Andrew Matorin - Bear Stearns
Analyst
You had said that the 3Q forecast shows North America going up. Is that year-over-year or quarter over quarter or both?
C. Richard Harrison
Management
Both.
Andrew Matorin - Bear Stearns
Analyst
Obviously, you acquired some more resellers via the CoCreate acquisition. In looking at the growth in the indirect revenue I think it was up about 25% year-over-year, can you talk about the organic growth in the channel and if you’re seeing any change in the demand at that mid-market level in terms of the overall growth rate?
Cornelius F. Moses
Management
No, 26% overall, I had estimated probably around 15% of that coming organically from the channel and the balance is coming from CoCreate, but we can try to give you an exact number.

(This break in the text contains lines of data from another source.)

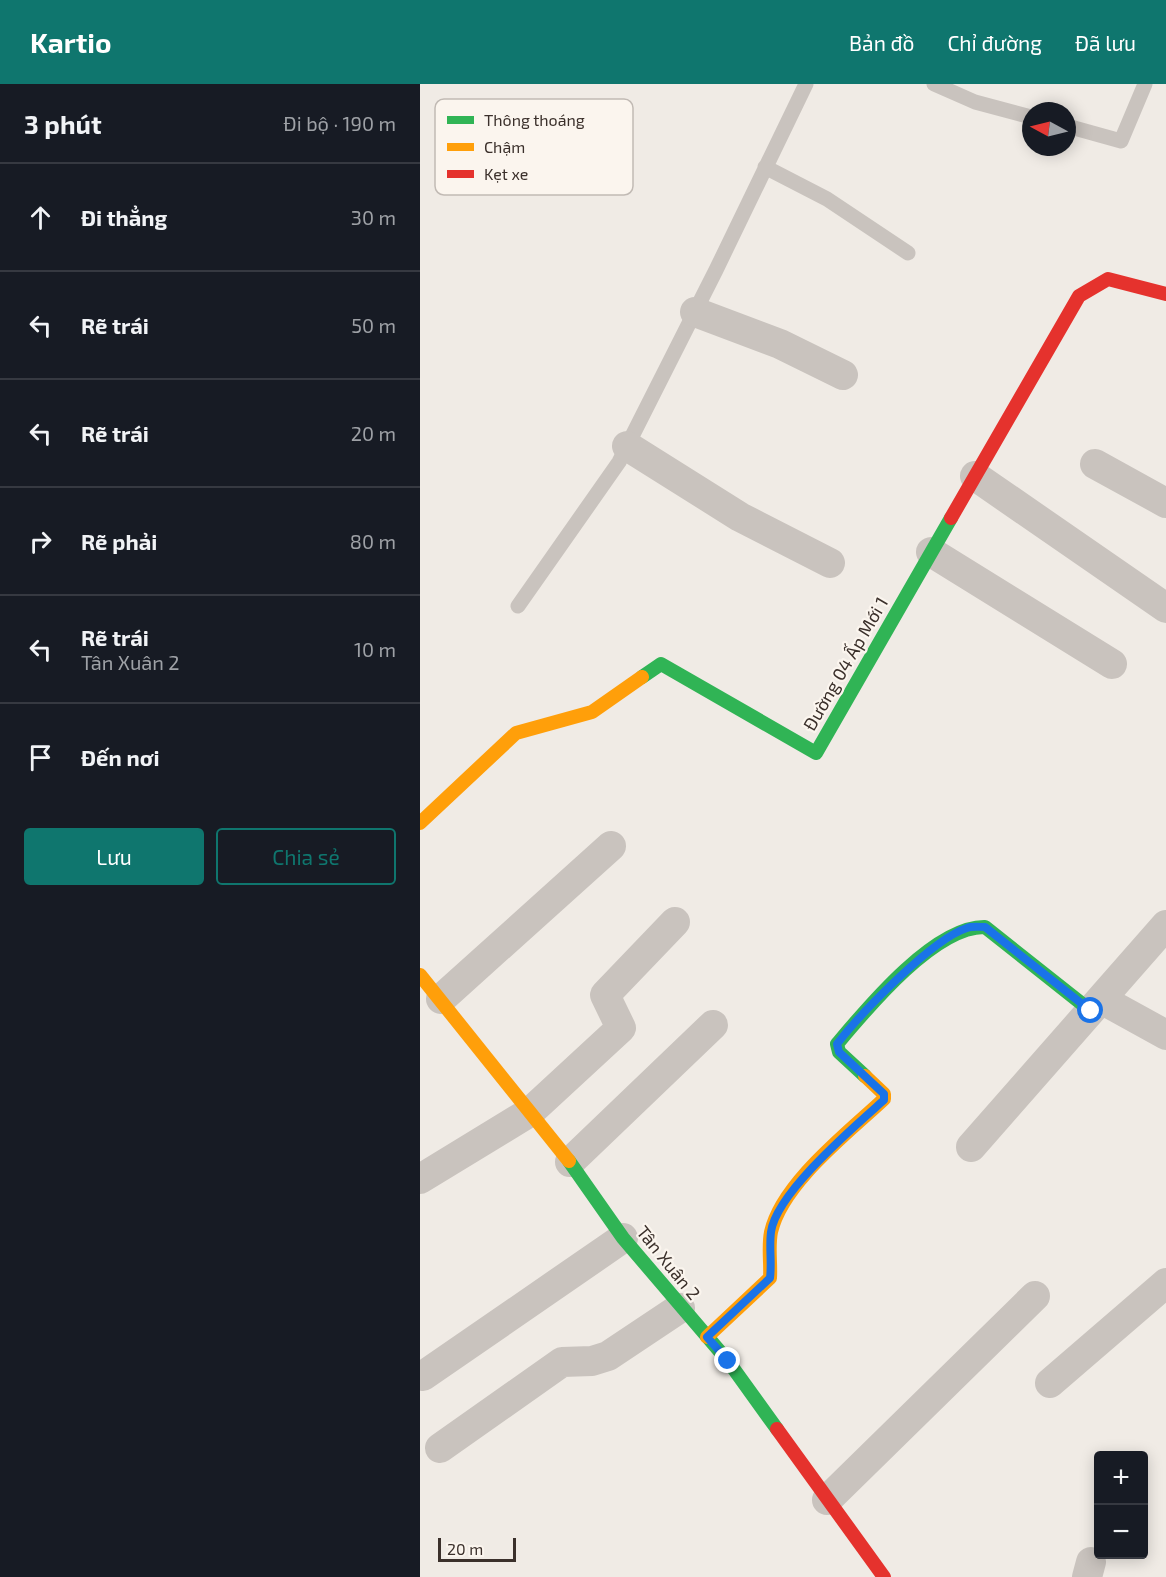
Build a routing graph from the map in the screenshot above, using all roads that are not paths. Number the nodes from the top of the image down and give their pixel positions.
1 (806, 84) edge
2 (934, 84) edge
3 (1145, 84) edge
4 (1022, 115) edge
5 (1076, 128) edge
6 (765, 166) junction
7 (908, 253) dead end
8 (1166, 294) edge
9 (694, 312) junction
10 (843, 375) dead end
11 (627, 446) junction
12 (1095, 464) dead end
13 (975, 476) junction
14 (1166, 503) edge
15 (931, 552) junction
16 (830, 563) dead end
17 (518, 606) dead end
18 (1166, 608) edge
19 (1112, 664) dead end
20 (420, 823) edge
21 (611, 846) dead end
22 (675, 922) dead end
23 (1166, 925) edge
24 (420, 975) edge
25 (432, 999) edge
26 (1096, 1005) junction
27 (713, 1025) dead end
28 (1166, 1035) edge
29 (530, 1112) junction
30 (971, 1147) dead end
31 (570, 1162) junction
32 (420, 1179) edge
33 (623, 1238) junction
34 (1166, 1283) edge
35 (1035, 1296) dead end
36 (680, 1308) junction
37 (707, 1337) junction
38 (423, 1376) dead end
39 (1050, 1383) dead end
40 (440, 1448) dead end
41 (827, 1500) junction
42 (884, 1577) edge

1 - 6 lane
2 - 4 lane
3 - 5 lane
6 - 7 lane
6 - 9 lane
8 - 13 street, Đường 04 Ấp Mới 1
9 - 10 street
9 - 11 lane
11 - 16 street
11 - 17 lane
12 - 14 street
13 - 15 street, Đường 04 Ấp Mới 1
13 - 18 street
15 - 19 street
15 - 20 street, Đường 04 Ấp Mới 1
21 - 25 street
22 - 29 street
23 - 26 street
24 - 25 street, Tân Xuân 2
25 - 29 street, Tân Xuân 2
26 - 28 street
26 - 30 street
26 - 37 street
27 - 31 street
29 - 31 street, Tân Xuân 2
29 - 32 street
31 - 33 street, Tân Xuân 2
33 - 36 street, Tân Xuân 2
33 - 38 street
34 - 39 street
35 - 41 street
36 - 37 street, Tân Xuân 2
36 - 40 street
37 - 41 street, Tân Xuân 2
41 - 42 street, Tân Xuân 2

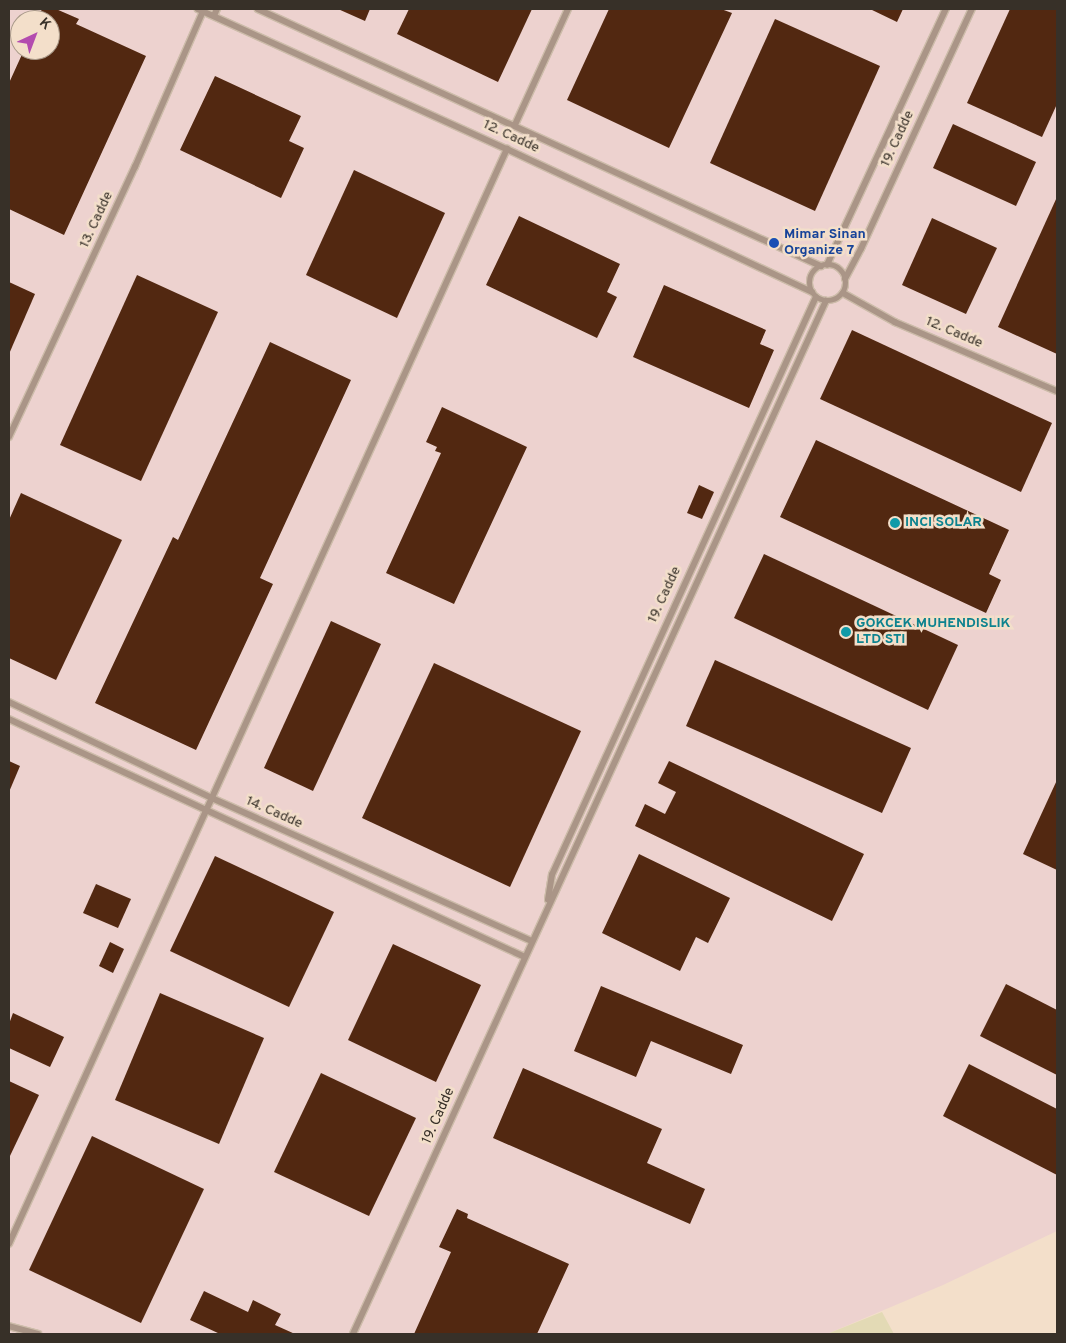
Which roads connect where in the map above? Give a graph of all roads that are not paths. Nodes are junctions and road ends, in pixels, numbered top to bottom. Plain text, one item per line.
1 (217, 9) edge
2 (258, 9) edge
3 (568, 9) edge
4 (946, 9) edge
5 (972, 9) edge
6 (200, 10) edge
7 (214, 16) junction
8 (515, 125) junction
9 (507, 149) junction
10 (824, 266) junction
11 (845, 280) junction
12 (843, 293) junction
13 (814, 294) junction
14 (826, 301) junction
15 (1057, 391) edge
16 (9, 437) edge
17 (9, 702) edge
18 (9, 719) edge
19 (212, 798) junction
20 (206, 811) junction
21 (547, 907) junction
22 (532, 941) junction
23 (525, 957) junction
24 (9, 1244) edge
25 (9, 1326) edge
26 (38, 1334) edge
27 (353, 1334) edge

1 - 7 lane
2 - 8 lane, 12. Cadde
3 - 8 lane
4 - 10 lane, 19. Cadde
5 - 11 lane, 19. Cadde
6 - 7 lane, 12. Cadde
6 - 16 lane, 13. Cadde
7 - 9 lane, 12. Cadde
8 - 10 lane, 12. Cadde
9 - 13 lane, 12. Cadde
9 - 19 lane
10 - 11 lane
10 - 13 lane
11 - 12 lane
12 - 14 lane
12 - 15 lane, 12. Cadde
13 - 14 lane
13 - 21 lane, 19. Cadde
14 - 21 lane, 19. Cadde
17 - 19 lane, 14. Cadde
18 - 20 lane
19 - 20 lane
19 - 22 lane, 14. Cadde
20 - 23 lane
20 - 24 lane
21 - 22 lane, 19. Cadde
22 - 23 lane, 19. Cadde
23 - 27 lane, 19. Cadde
25 - 26 lane

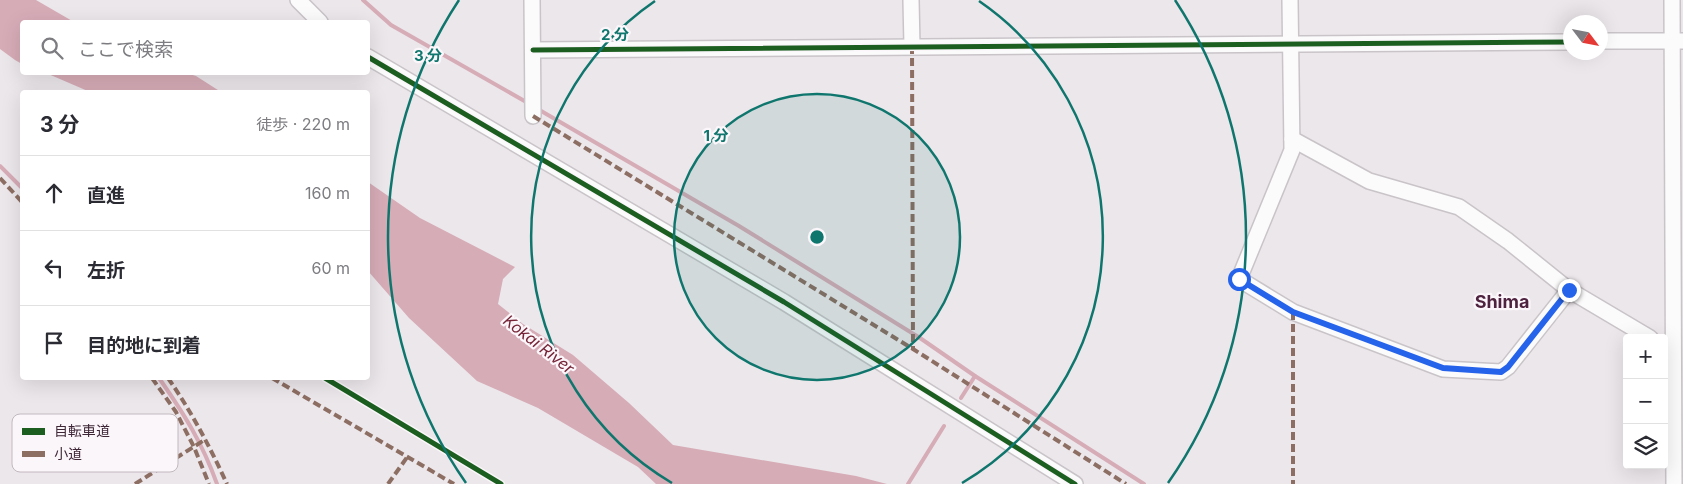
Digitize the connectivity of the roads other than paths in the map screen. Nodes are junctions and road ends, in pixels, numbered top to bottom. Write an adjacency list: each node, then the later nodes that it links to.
1 (298, 0): 6 (street)
2 (532, 0): 12 (street)
3 (911, 0): 11 (street)
4 (1290, 0): 10 (street)
5 (1672, 0): 7 (street)
6 (318, 20)
7 (1677, 41): 9 (street); 18 (street)
8 (1563, 42): 10 (street)
9 (1608, 42)
10 (1290, 45): 11 (street); 15 (street)
11 (912, 46): 12 (street)
12 (533, 50): 14 (street)
13 (370, 58): 19 (street)
14 (533, 109)
15 (1292, 139): 16 (street); 16 (street)
16 (1569, 290): 17 (street)
17 (1643, 334)
18 (1673, 352): 20 (street)
19 (1075, 484)
20 (1674, 484)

Andrew Matorin - Bear Stearns
Analyst
And you haven’t seen any significant changes in the demand then, in the mid-market environment?
C. Richard Harrison
Management
No.
Cornelius F. Moses
Management
Demand continues to be stronger, as a matter of fact.
C. Richard Harrison
Management
And in terms of being pretty close to the exact numbers, we started the year with about 400 channel partners. CoCreate brought 65 or so, and then we’ve added another 35 ourselves in terms of recruiting, 35 or 40, and we’ve deleted a few. So we’re right around 500 total channel partners today.
Operator
Operator
Your next question comes from Greg Dunham - Deutsche Bank.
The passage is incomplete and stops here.